Cette démocratie « semblait suffisante » après les terribles périodes de dictatures et d’instabilité en Amérique Latine. Mais le fait que les partis traditionnels ne signifiaient plus rien - ils ont tous fait la même chose depuis les années 1990 - a vidé la politique de son sens, a tout laissé entre les mains des élites et des experts, et a défait les identités des partis et les croyances qui y étaient attachées, conduisant à une crise grave de représentation.
De là sont nés les gouvernements nationaux/populaires latinoaméricains du début du XXIe siècle, qui ont fortement secoué la somnolence néolibérale, au point qu’à Washington ils se sont consacrés à formater en réaction une nouvelle forme de coup d’État institutionnel, comme le « Lawfare » ou coup d’Etat médiatico-judiciaire appliqué en Equateur, au Brésil, en Bolivie et en Argentine, en plus d’avoir été tenté de diverses manières au Venezuela.
Ce droit nouvellement créé est une réponse à cette réalité des gouvernements nationaux/populaires, il s’oppose à eux fortement. Mais aussi aux gouvernements néolibéraux car bien qu’ils aient les mêmes adversaires (la gauche et le populaire), les « libertariens » émergent face au vide de crédibilité des élites politiques issues de la mondialisation.

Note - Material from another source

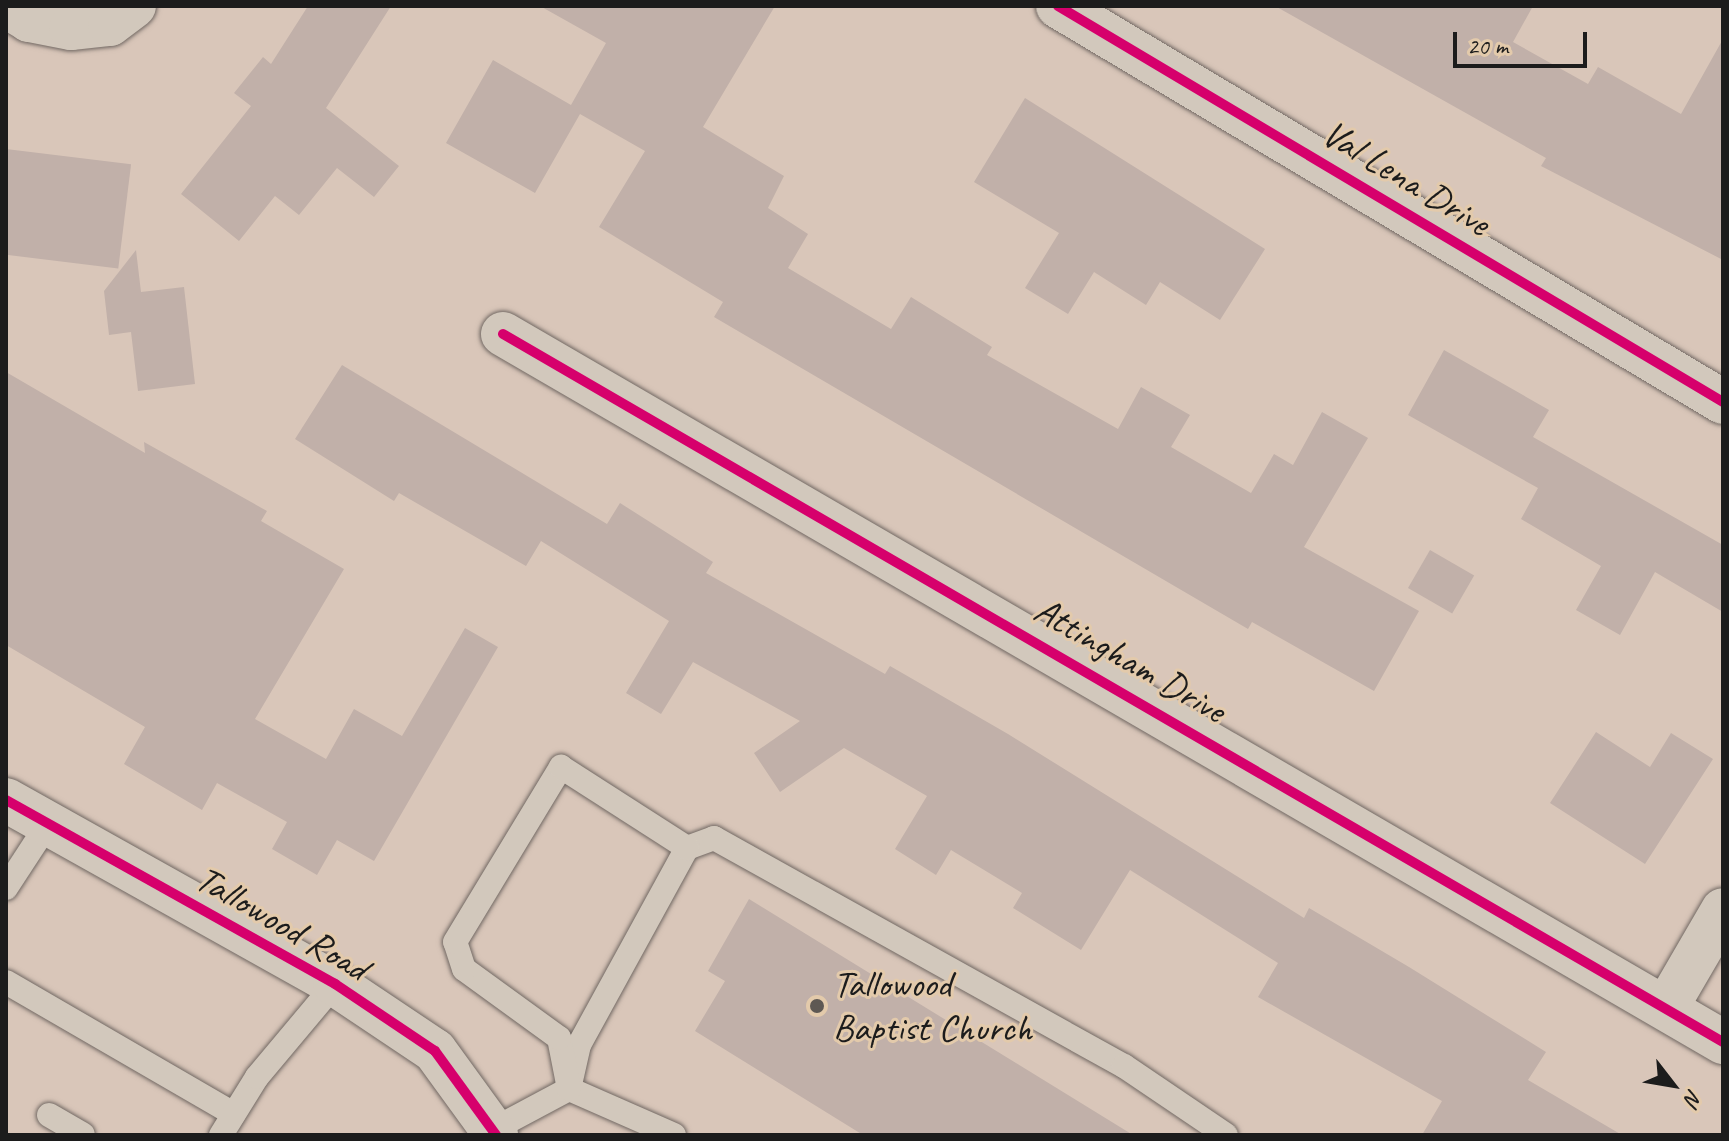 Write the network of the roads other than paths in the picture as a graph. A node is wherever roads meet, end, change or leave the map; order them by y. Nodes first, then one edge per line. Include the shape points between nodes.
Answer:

Un appel au plébéien et à « l’anti-système » des dits libertariens, les confronte aux politiques des droits de l’homme et du genre, comme cela est le cas maintenant avec les politiques de prise en charge en cas de pandémie. Au nom d’une liberté propre à un individualisme fermé et solipsiste, ils parviennent à récupérer la tension et l’identité en s’adossant aux drapeaux argentins, et non plus aux croix gammées que certains d’entre eux - se souvenir de Biondini - ont pu arborer. Avec un appel à rejeter le système politique, ils apparaissent comme des rebelles, comme l’a souligné Stefanoni [1]. Et avec un appel à la liberté, ils semblent brandir un principe précieux pour tous.

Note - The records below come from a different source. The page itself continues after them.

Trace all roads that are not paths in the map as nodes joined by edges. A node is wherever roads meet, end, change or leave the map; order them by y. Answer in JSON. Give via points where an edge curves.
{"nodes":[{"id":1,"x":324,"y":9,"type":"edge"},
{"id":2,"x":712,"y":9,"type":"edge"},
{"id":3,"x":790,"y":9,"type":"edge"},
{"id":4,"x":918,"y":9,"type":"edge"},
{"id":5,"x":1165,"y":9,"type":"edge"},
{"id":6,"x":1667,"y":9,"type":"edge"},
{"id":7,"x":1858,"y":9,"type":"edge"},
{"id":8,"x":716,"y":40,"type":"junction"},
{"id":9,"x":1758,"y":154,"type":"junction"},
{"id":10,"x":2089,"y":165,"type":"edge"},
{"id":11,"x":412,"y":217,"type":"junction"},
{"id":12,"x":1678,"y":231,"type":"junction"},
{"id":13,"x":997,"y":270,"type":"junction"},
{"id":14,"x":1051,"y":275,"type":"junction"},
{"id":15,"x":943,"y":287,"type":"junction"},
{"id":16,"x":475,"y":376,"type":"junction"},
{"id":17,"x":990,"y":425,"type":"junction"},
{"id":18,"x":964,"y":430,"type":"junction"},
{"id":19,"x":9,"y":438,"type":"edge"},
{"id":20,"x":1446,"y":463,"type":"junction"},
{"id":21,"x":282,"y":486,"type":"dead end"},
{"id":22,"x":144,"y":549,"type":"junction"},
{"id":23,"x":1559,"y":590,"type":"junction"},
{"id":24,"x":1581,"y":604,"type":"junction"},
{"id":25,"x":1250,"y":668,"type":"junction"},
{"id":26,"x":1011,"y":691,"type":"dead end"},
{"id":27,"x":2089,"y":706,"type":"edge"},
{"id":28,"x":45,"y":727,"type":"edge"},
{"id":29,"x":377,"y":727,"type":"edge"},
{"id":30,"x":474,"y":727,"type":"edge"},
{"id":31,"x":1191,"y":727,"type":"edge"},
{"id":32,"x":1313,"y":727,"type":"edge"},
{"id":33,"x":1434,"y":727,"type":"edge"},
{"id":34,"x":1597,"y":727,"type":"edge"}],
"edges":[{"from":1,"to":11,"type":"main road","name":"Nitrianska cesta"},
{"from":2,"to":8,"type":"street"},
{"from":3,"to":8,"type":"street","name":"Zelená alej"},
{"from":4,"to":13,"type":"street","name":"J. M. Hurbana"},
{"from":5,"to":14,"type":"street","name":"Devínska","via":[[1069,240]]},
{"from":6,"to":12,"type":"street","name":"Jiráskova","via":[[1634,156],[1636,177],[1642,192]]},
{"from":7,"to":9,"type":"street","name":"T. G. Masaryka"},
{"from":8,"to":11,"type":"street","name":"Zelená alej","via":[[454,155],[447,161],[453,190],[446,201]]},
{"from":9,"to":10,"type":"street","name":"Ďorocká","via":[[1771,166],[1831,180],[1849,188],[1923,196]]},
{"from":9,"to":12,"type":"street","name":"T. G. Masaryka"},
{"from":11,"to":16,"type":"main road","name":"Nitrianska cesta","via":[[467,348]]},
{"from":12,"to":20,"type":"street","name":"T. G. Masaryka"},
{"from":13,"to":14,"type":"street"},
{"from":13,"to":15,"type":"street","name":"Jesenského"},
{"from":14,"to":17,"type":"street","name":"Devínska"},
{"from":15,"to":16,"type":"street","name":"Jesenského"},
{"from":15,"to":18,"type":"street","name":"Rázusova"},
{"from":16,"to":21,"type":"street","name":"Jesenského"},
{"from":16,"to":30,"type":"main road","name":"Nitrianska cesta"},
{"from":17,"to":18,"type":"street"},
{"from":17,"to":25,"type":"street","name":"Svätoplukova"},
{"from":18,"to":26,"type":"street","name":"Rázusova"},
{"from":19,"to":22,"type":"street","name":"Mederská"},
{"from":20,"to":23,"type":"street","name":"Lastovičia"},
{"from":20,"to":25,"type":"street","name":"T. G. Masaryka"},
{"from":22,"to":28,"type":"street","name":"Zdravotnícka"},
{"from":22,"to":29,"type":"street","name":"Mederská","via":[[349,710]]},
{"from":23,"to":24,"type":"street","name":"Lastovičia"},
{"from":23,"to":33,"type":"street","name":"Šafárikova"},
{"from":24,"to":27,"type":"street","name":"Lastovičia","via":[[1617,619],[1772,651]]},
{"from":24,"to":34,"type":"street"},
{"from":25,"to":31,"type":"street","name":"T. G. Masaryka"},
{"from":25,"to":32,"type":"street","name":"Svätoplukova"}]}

Ce sont des autoritaires sans État, comme l’a bien dit Leandro Santoro : ils sont presque un mystère théologique. Bien sûr, ils parient sur la prise de contrôle de l’État dans le style Trump ou Bolsonaro. Mais il faut éviter naïvement de croire qu’eux seuls sont brutaux : il faut bien étudier les deux tendances, car - par exemple - l’expansionnisme atlantique [US & Co] est plus le propre des globalisateurs que des libéraux/autoritaires : Biden a largué des bombes en Syrie, où Trump avait cessé de le faire.
De même, il faut se méfier du néo-autoritarisme déguisé, typique de la nouvelle droite : la première droite continue d’être désastreuse, celle-ci ne l’est pas moins et atteint beaucoup « ceux d’en bas ». Il faudra les démasquer, montrer leur haine totale des migrants, des politiques de genre, de la défense des droits humains.
Et soyons clairs, si des libertariens ont été partie prenante on devrait honorer leur nom. Mais on ne les a jamais vus le 24 mars, ni contre la dictature. Et ceux d’entre nous qui aiment la liberté veulent avoir celle d’avoir un chez-soi, celle de consommer, voyager, tout ce qui peut être atteint seulement si l’État est en charge de redistribuer le revenu social général. Contrairement à ce que Friedman avait l’habitude de dire, le libre marché et la liberté s’entendent très mal : pour le libre marché, les crimes dictatoriaux ont été perpétrés, à la fois par Pinochet et Videla.